Tel Instrument Electronics Corp (TIK) filed Quarterly Report for the period ended 2010-12-31.
Telinstrument Electronics Corp has a market cap of $23.9 million; its shares were traded at around $9.0899 with and P/S ratio of 2.7.
This is the annual revenues and earnings per share of TIK over the last 10 years. For detailed 10-year financial data and charts, go to 10-Year Financials of TIK.
Highlight of Business Operations:
At December 31, 2010, the Company had working capital of $4,232,123 as compared to $2,319,588 at March 31, 2010, primarily as a result of the increase in accounts receivable and inventories and the payment of the line of credit with the bank that was classified as a current liability with the long-term BCA loan, partially offset by the increase in accounts payable..

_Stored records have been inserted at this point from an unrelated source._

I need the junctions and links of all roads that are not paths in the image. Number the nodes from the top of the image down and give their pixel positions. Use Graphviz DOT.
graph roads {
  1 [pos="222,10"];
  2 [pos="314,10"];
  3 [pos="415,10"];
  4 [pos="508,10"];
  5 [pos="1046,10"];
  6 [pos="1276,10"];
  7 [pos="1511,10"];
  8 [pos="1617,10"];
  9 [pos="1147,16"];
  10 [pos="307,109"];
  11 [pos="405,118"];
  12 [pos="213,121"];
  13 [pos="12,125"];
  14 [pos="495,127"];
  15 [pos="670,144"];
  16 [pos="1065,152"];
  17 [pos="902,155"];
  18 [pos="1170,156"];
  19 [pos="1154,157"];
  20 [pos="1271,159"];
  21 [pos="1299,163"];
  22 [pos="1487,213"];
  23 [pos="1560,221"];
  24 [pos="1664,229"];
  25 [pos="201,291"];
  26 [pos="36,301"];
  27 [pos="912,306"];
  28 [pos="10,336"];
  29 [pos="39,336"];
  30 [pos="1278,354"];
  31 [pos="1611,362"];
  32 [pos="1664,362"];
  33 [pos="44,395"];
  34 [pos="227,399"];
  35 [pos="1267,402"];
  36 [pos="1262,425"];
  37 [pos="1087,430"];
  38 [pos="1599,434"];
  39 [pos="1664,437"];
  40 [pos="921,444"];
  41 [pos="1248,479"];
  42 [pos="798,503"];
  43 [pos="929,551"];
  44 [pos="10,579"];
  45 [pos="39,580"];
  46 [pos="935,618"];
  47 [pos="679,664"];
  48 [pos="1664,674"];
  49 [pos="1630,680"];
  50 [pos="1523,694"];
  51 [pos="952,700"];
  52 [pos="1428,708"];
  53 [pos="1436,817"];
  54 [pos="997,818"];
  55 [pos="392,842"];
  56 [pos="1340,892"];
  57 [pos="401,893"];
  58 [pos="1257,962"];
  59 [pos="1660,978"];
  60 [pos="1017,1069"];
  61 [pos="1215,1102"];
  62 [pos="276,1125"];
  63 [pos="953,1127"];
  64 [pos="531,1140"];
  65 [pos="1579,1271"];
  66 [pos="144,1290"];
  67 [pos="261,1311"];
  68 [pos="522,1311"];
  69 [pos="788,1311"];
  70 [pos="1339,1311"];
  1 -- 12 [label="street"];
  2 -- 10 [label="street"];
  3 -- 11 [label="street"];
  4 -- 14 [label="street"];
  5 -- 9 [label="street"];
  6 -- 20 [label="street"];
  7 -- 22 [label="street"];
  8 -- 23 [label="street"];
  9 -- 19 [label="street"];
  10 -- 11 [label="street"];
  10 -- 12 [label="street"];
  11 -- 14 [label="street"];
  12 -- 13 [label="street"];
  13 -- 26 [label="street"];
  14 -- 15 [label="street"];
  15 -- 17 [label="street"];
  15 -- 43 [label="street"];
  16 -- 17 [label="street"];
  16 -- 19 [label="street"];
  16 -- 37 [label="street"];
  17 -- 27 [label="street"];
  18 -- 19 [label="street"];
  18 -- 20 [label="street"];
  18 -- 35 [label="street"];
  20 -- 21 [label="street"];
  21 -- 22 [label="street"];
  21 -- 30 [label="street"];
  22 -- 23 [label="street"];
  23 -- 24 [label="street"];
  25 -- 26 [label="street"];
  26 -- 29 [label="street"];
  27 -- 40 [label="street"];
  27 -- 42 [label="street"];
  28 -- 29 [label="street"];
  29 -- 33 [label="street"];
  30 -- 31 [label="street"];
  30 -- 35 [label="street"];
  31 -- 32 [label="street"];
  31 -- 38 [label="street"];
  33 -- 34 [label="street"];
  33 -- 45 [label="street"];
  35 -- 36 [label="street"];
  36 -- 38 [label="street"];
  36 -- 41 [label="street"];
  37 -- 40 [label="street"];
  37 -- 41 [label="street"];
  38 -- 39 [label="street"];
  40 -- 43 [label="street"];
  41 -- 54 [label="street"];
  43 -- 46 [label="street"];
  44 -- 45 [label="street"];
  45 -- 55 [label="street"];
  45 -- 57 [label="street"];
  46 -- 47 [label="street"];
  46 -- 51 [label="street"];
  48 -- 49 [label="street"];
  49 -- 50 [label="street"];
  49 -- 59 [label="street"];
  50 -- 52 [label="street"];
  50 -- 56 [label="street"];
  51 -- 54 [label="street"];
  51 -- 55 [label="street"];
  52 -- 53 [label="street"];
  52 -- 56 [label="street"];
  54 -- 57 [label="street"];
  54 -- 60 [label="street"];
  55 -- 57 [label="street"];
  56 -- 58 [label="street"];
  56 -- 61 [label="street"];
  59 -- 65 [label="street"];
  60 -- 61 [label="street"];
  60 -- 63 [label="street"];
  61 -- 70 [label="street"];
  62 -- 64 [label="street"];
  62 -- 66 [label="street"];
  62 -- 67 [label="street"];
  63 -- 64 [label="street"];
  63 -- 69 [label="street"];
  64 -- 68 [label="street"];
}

Cash used in operating activities. For the nine months ended December 31, 2010, the Company used $1,065,903 in cash for operations as compared to using $1,149,419 in cash for operations for the nine months ended December 31, 2009. This is primarily attributed to the lower loss from operations mostly offset by increases in accounts receivable and inventories.
Cash used in investing activities. Net cash used in investing activities was $102,470 for the nine months ended December 31, 2010 as compared to $36,653 for the nine months ended December 31, 2009 due to the increase in purchases of equipment.
Cash provided by financing activities Net cash provided by financing activities for the nine months ended December 31, 2010 was $1,435,411 as compared to $722,825 for the nine months ended December 31, 2009. In September 2010 the Company raised $2.5 million in financing which was offset by financing costs and repayment to the bank of the line of credit. This amount was also offset partially by lower proceeds from the issuance of common stock and exercise of stock options.
At December 31, 2010 the Company s backlog was approximately $30 million as compared to approximately $20.6 million at December 31, 2009. The backlog at December 31, 2010 includes only the amount of currently exercised delivery orders on open IDIQ (indefinite delivery/indefinite quantity) contracts, and the Company s backlog is expected to materially increase when the large volume production orders for the AN/USM-708 units are received. Historically, the Company obtains a substantial volume of orders which are required to be filled in less than twelve months, and, therefore, these anticipated orders are not reflected in the backlog.